• [Exercise material]:
>>>>>
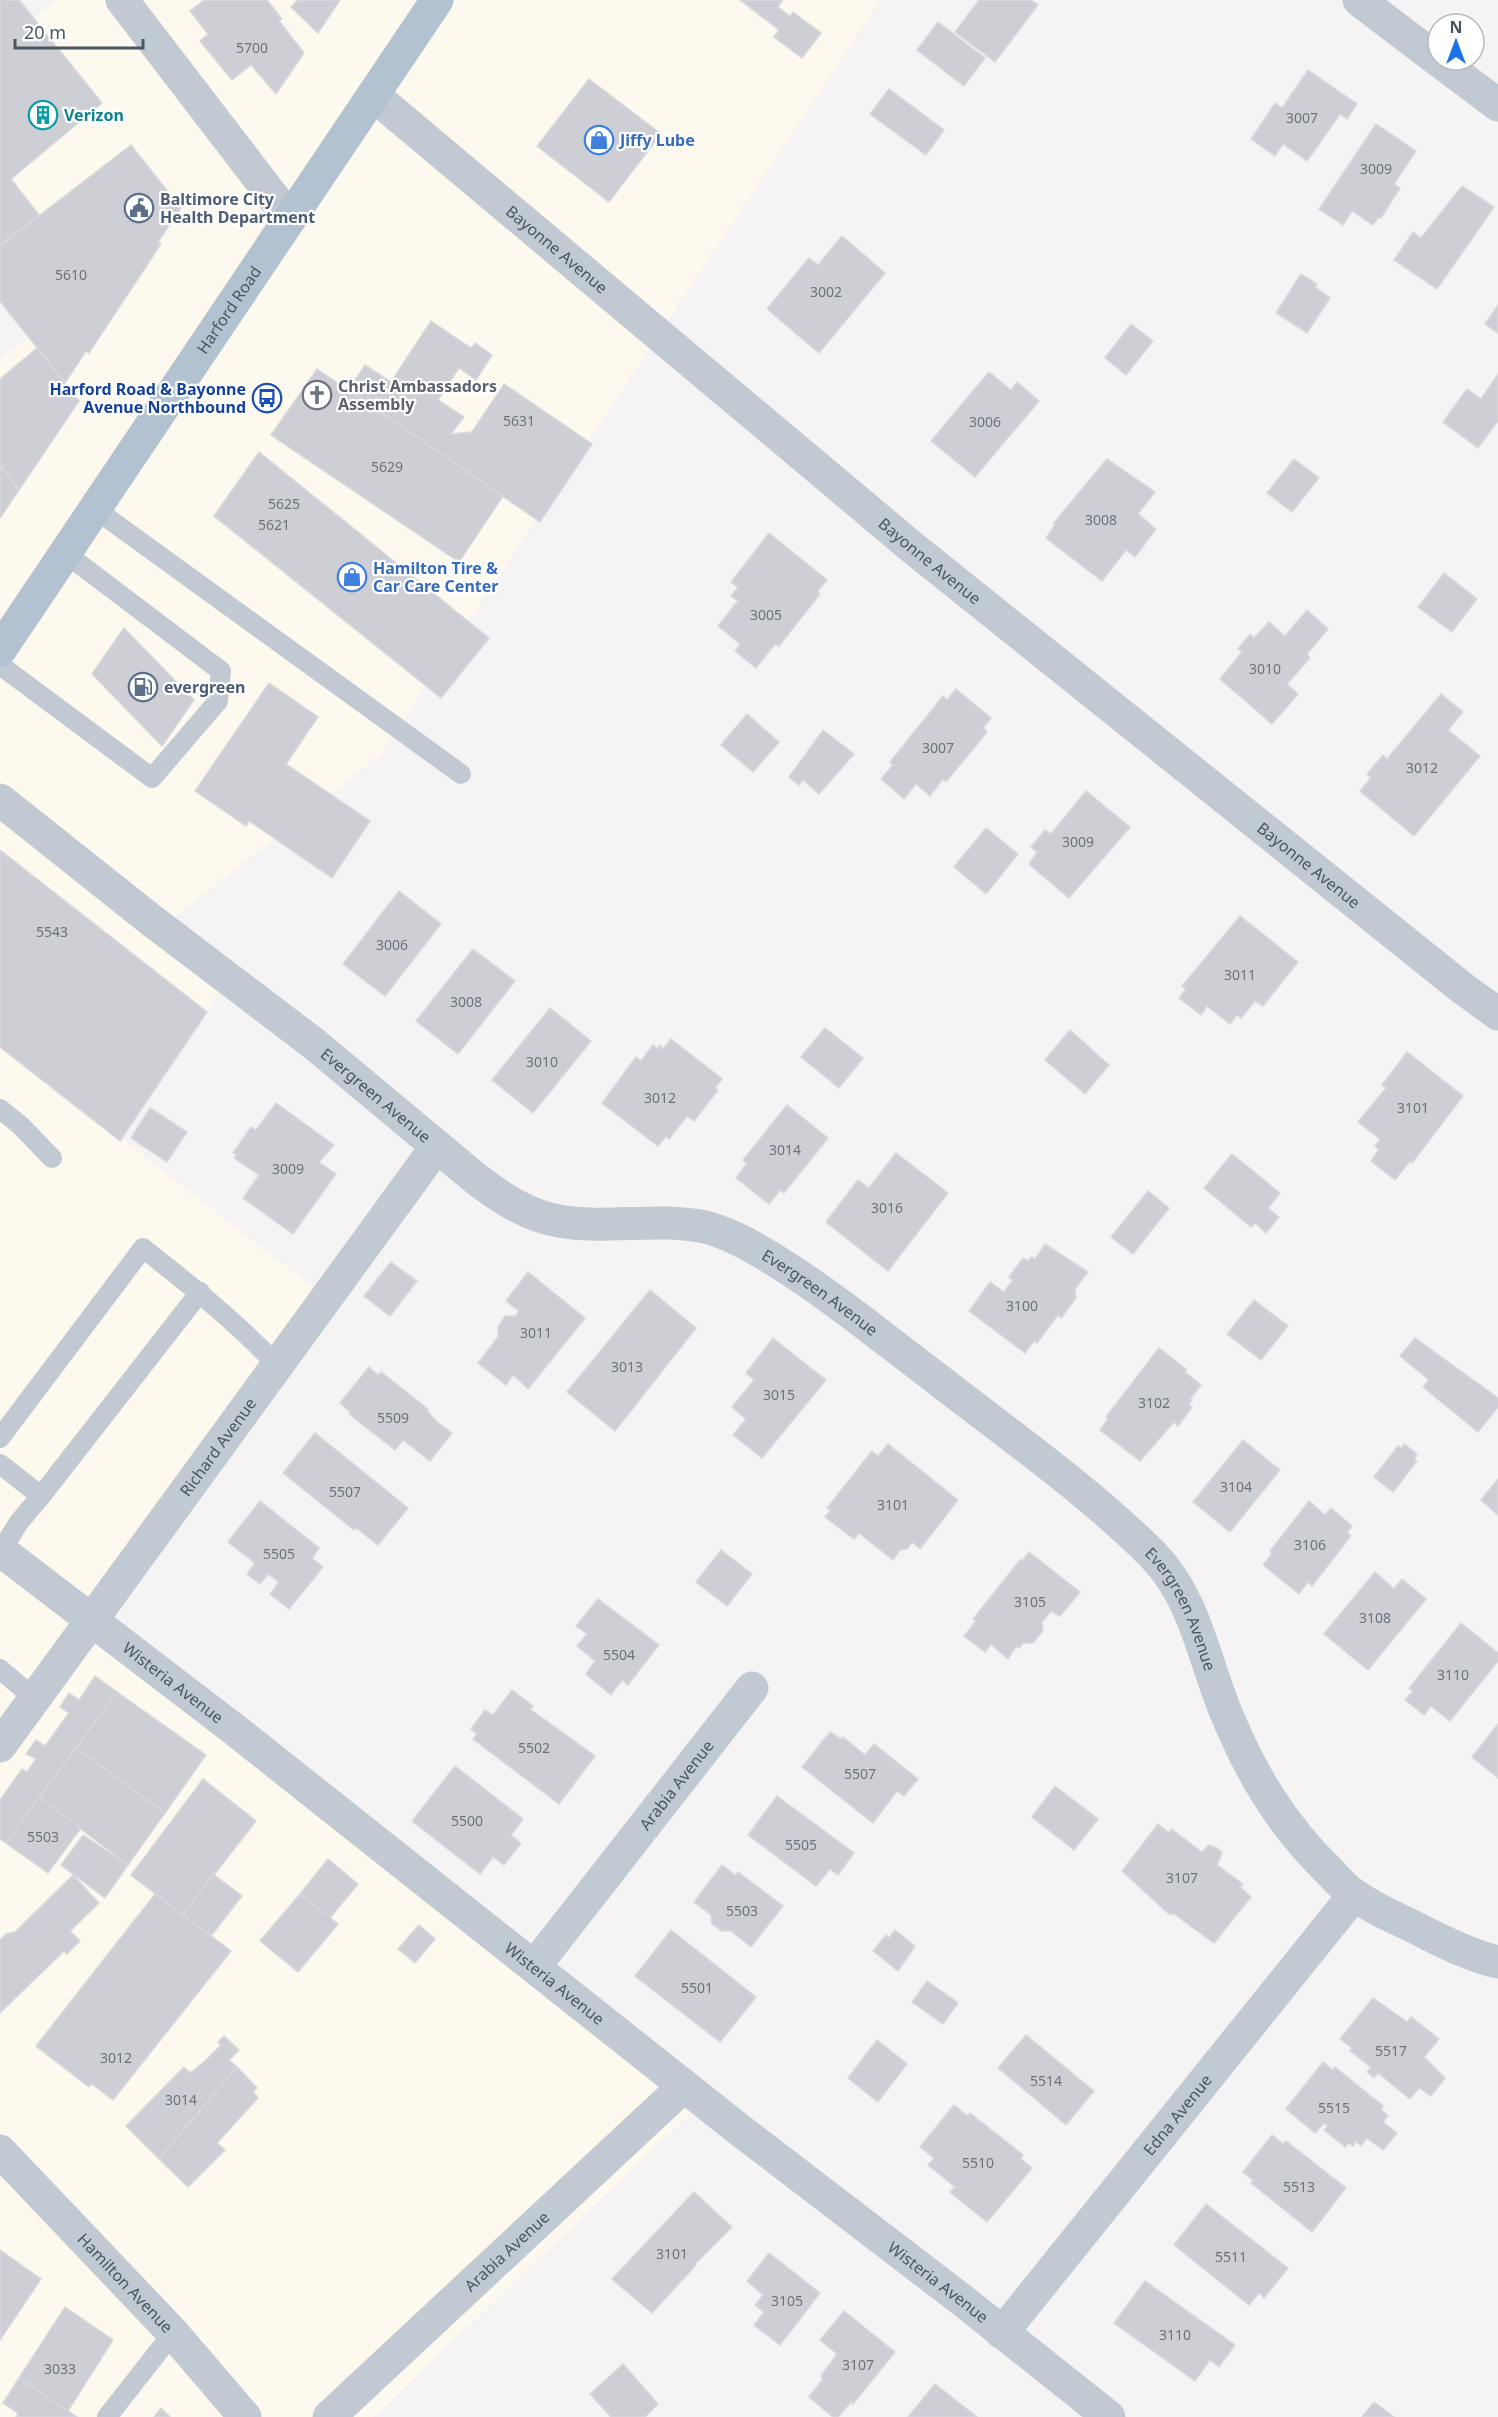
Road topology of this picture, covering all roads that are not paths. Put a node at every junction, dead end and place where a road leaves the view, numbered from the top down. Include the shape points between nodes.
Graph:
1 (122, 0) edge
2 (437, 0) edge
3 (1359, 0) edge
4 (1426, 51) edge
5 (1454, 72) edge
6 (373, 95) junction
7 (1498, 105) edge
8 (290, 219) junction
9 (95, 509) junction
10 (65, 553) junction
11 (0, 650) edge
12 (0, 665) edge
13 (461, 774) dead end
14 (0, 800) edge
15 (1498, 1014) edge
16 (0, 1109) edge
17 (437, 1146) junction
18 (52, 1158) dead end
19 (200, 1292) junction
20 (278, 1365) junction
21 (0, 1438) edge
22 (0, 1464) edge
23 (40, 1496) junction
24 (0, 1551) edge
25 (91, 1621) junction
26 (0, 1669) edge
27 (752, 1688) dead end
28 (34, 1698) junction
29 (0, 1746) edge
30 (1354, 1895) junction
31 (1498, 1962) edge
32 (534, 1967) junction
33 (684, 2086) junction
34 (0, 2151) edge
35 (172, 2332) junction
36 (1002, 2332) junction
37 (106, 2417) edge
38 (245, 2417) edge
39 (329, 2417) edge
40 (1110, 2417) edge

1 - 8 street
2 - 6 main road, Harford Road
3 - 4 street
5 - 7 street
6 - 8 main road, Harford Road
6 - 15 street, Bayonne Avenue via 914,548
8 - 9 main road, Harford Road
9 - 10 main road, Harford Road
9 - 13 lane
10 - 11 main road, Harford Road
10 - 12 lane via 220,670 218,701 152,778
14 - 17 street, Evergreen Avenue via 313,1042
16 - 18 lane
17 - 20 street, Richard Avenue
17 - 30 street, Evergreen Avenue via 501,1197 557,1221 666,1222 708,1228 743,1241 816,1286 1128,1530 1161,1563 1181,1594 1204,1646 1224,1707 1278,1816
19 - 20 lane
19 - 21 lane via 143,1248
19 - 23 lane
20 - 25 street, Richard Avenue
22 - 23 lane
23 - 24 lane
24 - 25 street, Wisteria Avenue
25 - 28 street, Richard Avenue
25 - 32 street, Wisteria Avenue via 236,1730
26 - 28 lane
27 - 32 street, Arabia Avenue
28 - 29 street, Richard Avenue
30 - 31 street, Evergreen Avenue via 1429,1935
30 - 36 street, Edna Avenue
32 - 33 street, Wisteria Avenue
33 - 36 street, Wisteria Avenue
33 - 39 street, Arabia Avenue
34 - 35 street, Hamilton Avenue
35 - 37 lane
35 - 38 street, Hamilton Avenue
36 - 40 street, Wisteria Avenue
<<<<<
• [Problem to work on]:
No pictures belong in the copy; output every record exactly.

• [Result of the task]:
Road topology of this picture, covering all roads that are not paths. Put a node at every junction, dead end and place where a road leaves the view, numbered from the top down. Include the shape points between nodes.
Graph:
1 (122, 0) edge
2 (437, 0) edge
3 (1359, 0) edge
4 (1426, 51) edge
5 (1454, 72) edge
6 (373, 95) junction
7 (1498, 105) edge
8 (290, 219) junction
9 (95, 509) junction
10 (65, 553) junction
11 (0, 650) edge
12 (0, 665) edge
13 (461, 774) dead end
14 (0, 800) edge
15 (1498, 1014) edge
16 (0, 1109) edge
17 (437, 1146) junction
18 (52, 1158) dead end
19 (200, 1292) junction
20 (278, 1365) junction
21 (0, 1438) edge
22 (0, 1464) edge
23 (40, 1496) junction
24 (0, 1551) edge
25 (91, 1621) junction
26 (0, 1669) edge
27 (752, 1688) dead end
28 (34, 1698) junction
29 (0, 1746) edge
30 (1354, 1895) junction
31 (1498, 1962) edge
32 (534, 1967) junction
33 (684, 2086) junction
34 (0, 2151) edge
35 (172, 2332) junction
36 (1002, 2332) junction
37 (106, 2417) edge
38 (245, 2417) edge
39 (329, 2417) edge
40 (1110, 2417) edge

1 - 8 street
2 - 6 main road, Harford Road
3 - 4 street
5 - 7 street
6 - 8 main road, Harford Road
6 - 15 street, Bayonne Avenue via 914,548
8 - 9 main road, Harford Road
9 - 10 main road, Harford Road
9 - 13 lane
10 - 11 main road, Harford Road
10 - 12 lane via 220,670 218,701 152,778
14 - 17 street, Evergreen Avenue via 313,1042
16 - 18 lane
17 - 20 street, Richard Avenue
17 - 30 street, Evergreen Avenue via 501,1197 557,1221 666,1222 708,1228 743,1241 816,1286 1128,1530 1161,1563 1181,1594 1204,1646 1224,1707 1278,1816
19 - 20 lane
19 - 21 lane via 143,1248
19 - 23 lane
20 - 25 street, Richard Avenue
22 - 23 lane
23 - 24 lane
24 - 25 street, Wisteria Avenue
25 - 28 street, Richard Avenue
25 - 32 street, Wisteria Avenue via 236,1730
26 - 28 lane
27 - 32 street, Arabia Avenue
28 - 29 street, Richard Avenue
30 - 31 street, Evergreen Avenue via 1429,1935
30 - 36 street, Edna Avenue
32 - 33 street, Wisteria Avenue
33 - 36 street, Wisteria Avenue
33 - 39 street, Arabia Avenue
34 - 35 street, Hamilton Avenue
35 - 37 lane
35 - 38 street, Hamilton Avenue
36 - 40 street, Wisteria Avenue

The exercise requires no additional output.